Materials Characterization studies
Informatics- and Computational-Inspired Materials for Solar Hydrogen: Synthesis and Characterization
Providing enough energy to power the planet and at the same time reduce CO2 emissions is one of the biggest challenges of our time. Among several technologies considered, hydrogen production via photoelectrochemical (PEC) (direct solar) water splitting seems to be one of the most promising, as it uses an abundant energy source to produce a clean fuel. However, the main challenge of practical implementation of this technology is finding a material that will satisfy a number of requirements including a direct band gap between 1.7 eV and 2.2 eV, band edges that straddle H2/O2 redox potentials, and high corrosion stability. Currently, the Conn Center is involved in a multi-institutional collaboration on the discovery and development of promising PEC materials. The discovery of these materials is done through an extensive computational modeling and high throughput statistical analysis followed by the experimental verification. The experimental part of the project will involve an undergraduate student to assist the Conn Center's Materials Characterization group in the synthesis and characterization of materials identified by the computational and informatics methods. Experimental methods will include (but will not be limited to) high-pressure synthesis using diamond anvil cells and photoluminescence and Raman spectroscopy.
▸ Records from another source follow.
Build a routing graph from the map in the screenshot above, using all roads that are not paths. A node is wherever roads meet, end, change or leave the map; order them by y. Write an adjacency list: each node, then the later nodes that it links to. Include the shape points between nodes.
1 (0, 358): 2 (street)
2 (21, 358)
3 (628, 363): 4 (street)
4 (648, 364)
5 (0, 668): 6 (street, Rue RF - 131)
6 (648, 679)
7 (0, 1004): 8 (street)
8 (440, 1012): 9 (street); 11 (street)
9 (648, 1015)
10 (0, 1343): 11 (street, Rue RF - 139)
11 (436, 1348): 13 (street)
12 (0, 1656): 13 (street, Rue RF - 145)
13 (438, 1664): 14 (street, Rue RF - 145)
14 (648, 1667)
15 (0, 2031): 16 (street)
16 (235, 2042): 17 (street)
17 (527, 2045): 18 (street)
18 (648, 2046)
In situ Heating TEM Studies of Advanced Energy Materials
Advanced materials play an increasingly important role in the development of renewable energy solutions and a variety of nanoscale technologies. The development of advanced materials takes place at the interfaces between: (1) design (modeling); (2) fabrication (processing); and (3) characterization. Traditionally, the characterization has been a post-fabrication, ex situ, process. However, in recent years, the rapid development of research instrumentation has enabled an increasing number of in situ techniques, where real time observations of the interplay between processing and material properties are possible. In this project, systematic in situ heating experiments of a number of advanced energy-related materials will be conducted in the transmission electron microscope (TEM). The real time changes of material properties will be monitored as a function of annealing temperature and/or time to provide feedback for better material design. An example study will involve in situ heating experiments of palladium-based nanoparticles, which are used for high-temperature applications such as combustion catalysts or automotive emission catalysts. The effectiveness of these catalysts depends on the size and shape of nanoparticles. Therefore, our in situ TEM heating experiments will focus on (1) shape transformations and (2) thermal stability of these Pd-based metallic nanoparticles. The project will involve an undergraduate student to assist the group in conducting these experiments and data analysis. In particular, the student will quantify the shape and size distributions of nanoparticles and correlate them with experimental conditions such as annealing temperatures and times, as well initial nanoparticle size and distributions.